According to the instructions, Esomeprazole is contraindicated in children under 12 years of age.

With impaired renal function

In renal failure, dose adjustment is not required. With a severe degree of the disease, caution should be exercised, since experience with the use of Esomeprazole is limited.

For violations of liver function

With mild to moderate hepatic impairment, dose adjustment is not required. With a severe degree of the disease, the maximum daily dose of Esomeprazole should not exceed 20 mg.

Use in the elderly

Elderly patients do not need dose adjustment.

Drug interactions

    protease inhibitors: due to an increase in pH in the stomach, their absorption changes. It is not recommended to use esomeprazole in combination with atazanavir, the combination with nelfinavir is contraindicated;
    methotrexate: in some patients, its concentration in plasma increases.

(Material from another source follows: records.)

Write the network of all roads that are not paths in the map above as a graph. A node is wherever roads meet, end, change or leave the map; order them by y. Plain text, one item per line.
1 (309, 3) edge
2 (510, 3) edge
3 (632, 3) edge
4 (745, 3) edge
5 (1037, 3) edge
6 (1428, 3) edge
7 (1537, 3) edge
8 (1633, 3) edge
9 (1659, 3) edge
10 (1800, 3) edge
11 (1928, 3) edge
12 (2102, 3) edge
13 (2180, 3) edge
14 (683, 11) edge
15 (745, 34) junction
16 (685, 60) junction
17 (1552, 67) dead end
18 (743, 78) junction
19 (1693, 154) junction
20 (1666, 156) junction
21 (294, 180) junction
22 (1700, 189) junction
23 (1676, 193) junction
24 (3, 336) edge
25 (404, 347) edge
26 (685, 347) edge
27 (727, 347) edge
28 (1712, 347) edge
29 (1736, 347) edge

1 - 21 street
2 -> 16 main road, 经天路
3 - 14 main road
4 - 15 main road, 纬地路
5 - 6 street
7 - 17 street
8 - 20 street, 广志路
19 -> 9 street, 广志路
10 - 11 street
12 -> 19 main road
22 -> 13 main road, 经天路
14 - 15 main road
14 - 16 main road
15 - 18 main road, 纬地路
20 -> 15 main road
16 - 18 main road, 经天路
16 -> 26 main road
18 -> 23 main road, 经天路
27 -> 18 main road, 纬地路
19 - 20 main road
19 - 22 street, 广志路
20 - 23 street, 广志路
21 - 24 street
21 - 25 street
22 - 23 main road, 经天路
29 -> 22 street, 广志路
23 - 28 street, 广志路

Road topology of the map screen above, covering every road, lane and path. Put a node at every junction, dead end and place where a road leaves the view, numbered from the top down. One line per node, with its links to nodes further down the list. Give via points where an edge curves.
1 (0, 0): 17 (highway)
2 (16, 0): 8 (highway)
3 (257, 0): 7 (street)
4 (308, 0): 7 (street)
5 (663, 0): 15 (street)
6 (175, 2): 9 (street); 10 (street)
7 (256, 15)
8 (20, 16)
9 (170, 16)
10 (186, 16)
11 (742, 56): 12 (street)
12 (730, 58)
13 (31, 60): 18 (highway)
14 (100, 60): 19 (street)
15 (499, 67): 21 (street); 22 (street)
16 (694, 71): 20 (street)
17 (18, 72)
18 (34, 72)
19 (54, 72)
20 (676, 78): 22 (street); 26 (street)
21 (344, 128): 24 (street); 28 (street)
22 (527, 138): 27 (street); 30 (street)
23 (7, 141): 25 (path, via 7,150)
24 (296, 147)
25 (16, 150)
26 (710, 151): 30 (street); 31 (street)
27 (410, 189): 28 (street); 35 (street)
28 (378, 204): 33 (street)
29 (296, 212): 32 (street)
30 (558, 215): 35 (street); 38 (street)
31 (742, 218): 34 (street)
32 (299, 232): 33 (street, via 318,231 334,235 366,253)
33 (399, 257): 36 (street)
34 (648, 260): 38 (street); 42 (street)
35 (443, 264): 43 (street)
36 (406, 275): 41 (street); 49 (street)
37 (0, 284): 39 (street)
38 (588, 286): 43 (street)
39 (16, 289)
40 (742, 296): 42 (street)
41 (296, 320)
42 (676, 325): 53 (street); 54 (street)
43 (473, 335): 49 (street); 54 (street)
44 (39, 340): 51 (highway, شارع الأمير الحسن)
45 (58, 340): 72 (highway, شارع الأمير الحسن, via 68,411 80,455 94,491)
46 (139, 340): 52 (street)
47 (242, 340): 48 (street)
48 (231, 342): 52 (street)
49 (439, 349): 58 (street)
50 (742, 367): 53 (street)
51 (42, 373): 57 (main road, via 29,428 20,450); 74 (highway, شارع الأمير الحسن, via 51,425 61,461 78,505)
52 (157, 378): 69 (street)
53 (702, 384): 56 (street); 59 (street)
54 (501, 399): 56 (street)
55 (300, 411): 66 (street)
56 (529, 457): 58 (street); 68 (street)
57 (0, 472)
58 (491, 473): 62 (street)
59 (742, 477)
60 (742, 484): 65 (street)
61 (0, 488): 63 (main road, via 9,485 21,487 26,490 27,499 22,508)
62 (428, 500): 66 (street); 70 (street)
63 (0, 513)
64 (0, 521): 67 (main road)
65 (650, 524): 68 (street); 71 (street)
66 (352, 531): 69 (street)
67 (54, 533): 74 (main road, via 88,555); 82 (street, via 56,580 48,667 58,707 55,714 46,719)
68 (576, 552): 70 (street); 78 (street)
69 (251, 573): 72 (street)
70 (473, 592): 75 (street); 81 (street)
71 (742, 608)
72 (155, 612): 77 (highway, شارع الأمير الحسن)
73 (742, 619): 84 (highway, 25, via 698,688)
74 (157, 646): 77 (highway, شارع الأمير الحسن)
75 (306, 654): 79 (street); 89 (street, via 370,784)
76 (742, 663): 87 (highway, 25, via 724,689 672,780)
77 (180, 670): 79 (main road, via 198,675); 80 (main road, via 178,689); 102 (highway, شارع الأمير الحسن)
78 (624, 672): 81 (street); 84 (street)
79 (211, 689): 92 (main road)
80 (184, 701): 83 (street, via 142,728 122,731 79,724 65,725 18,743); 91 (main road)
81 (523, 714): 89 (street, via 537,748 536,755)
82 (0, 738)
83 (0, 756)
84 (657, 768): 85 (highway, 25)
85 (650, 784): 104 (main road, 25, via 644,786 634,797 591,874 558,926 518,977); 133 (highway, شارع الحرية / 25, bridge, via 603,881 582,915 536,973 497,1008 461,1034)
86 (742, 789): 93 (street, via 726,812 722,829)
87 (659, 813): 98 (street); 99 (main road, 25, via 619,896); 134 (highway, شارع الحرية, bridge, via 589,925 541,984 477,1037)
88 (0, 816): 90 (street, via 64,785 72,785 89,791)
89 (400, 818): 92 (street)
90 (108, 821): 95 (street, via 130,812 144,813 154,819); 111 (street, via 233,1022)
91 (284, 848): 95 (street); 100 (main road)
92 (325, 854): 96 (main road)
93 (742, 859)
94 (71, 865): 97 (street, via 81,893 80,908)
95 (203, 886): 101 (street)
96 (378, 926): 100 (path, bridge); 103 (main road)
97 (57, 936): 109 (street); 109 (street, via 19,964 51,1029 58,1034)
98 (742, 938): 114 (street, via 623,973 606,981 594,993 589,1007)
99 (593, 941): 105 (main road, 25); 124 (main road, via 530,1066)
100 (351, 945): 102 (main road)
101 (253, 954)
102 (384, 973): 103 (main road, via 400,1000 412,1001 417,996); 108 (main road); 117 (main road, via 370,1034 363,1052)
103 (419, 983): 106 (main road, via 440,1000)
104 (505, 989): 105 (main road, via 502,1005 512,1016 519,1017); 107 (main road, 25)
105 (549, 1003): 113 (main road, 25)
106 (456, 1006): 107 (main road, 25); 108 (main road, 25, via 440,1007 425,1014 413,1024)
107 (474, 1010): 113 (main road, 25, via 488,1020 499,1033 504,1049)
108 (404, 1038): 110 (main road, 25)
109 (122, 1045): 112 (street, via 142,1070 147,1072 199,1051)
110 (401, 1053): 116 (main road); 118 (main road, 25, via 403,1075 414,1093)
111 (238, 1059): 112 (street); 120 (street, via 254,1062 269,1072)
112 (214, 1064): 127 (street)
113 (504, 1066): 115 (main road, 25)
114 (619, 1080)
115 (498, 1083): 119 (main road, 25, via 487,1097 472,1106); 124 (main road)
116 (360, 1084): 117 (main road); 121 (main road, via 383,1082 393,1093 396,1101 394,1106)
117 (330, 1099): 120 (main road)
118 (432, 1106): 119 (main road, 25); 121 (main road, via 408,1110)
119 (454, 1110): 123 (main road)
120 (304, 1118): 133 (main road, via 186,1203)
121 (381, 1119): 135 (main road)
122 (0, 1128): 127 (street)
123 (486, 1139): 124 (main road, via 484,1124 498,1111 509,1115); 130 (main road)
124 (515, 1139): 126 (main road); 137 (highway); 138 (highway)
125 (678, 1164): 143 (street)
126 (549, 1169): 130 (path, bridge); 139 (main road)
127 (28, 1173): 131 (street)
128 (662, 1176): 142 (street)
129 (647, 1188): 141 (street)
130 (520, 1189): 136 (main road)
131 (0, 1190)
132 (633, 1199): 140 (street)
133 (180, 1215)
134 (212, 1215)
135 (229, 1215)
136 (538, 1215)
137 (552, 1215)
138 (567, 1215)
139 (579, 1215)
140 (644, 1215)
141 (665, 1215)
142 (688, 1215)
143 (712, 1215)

When prescribing methotrexate in high doses, it may be necessary to temporarily discontinue esomeprazole;
    ketoconazole, itraconazole, erlotinib: a decrease in their absorption in blood plasma is possible;
    drugs with pH-dependent absorption: their absorption may change;
    digoxin: an increase in its concentration is possible and, as a result, the development of toxic effects;
    tacrolimus: its plasma level increases (tacrolimus dose adjustment, monitoring of its concentration and renal function is required);
    phenytoin: the residual concentration of phenytoin may increase (it is necessary to control the level of the drug in the plasma at the beginning of the use of esomeprazole and after its withdrawal);
    voriconazole: its Cmax increases by 15%, AUC by 41%;
    diazepam: its clearance decreases;
    warfarin, other coumarin derivatives: the likelihood of a significant increase in the international normalized ratio is not excluded (this indicator must be monitored at the beginning of the use of esomeprazole and after its withdrawal);
    cilostazol, cisapride: their Cmax and AUC increase;
    clopidogrel: the excretion of its active metabolites decreases, the rate of inhibition of platelet aggregation decreases (this combination is recommended to be avoided);
    drugs in the metabolism of which CYP2C19 is involved (diazepam, clomipramine, imipramine, phenytoin, escitalopram, etc.): the concentration of these drugs in the blood plasma may increase, which will require a dose reduction (this interaction is especially important to remember when taking esomeprazole in the "as needed ");
    clarithromycin, voriconazole: the AUC of esomeprazole increases significantly, which requires a dose adjustment;
    inducers of CYP2C19 and CYP3A4 enzymes (including rifampicin and St. John's wort preparations): it is possible to increase the metabolism of esomeprazole and decrease its plasma concentration.
Esomeprazole does not cause clinically significant changes in the pharmacokinetics of quinidine and amoxicillin.
With the simultaneous use of rofecoxib and naproxen, no clinically significant pharmacokinetic interactions have been identified.

Terms and conditions of storage

Store no more than 3 years out of reach of children, protected from light, at temperatures up to 25 ° C.

Reviews

Reviews of Esomeprazole are mostly positive: the drug effectively inhibits the secretion of hydrochloric acid, thereby eliminating heartburn, pain in the stomach and other symptoms caused by pathological hypersecretion, and also practically does not cause side effects.
Additional advantages of Esomeprazole include convenient use (without being tied to food intake, the ability to take pills on demand), as well as the price, which is lower than for many other drugs containing a similar active ingredient.
There are isolated statements about the ineffectiveness of the drug. However, such reviews are mainly left by patients with concomitant Helicobacter pylori infection. In their case, the use of Esomeprazole alone is not enough, a combination therapy in combination with antimicrobial agents is required.

Terms of sell

You don't need a prescription to buy Esomeprazole.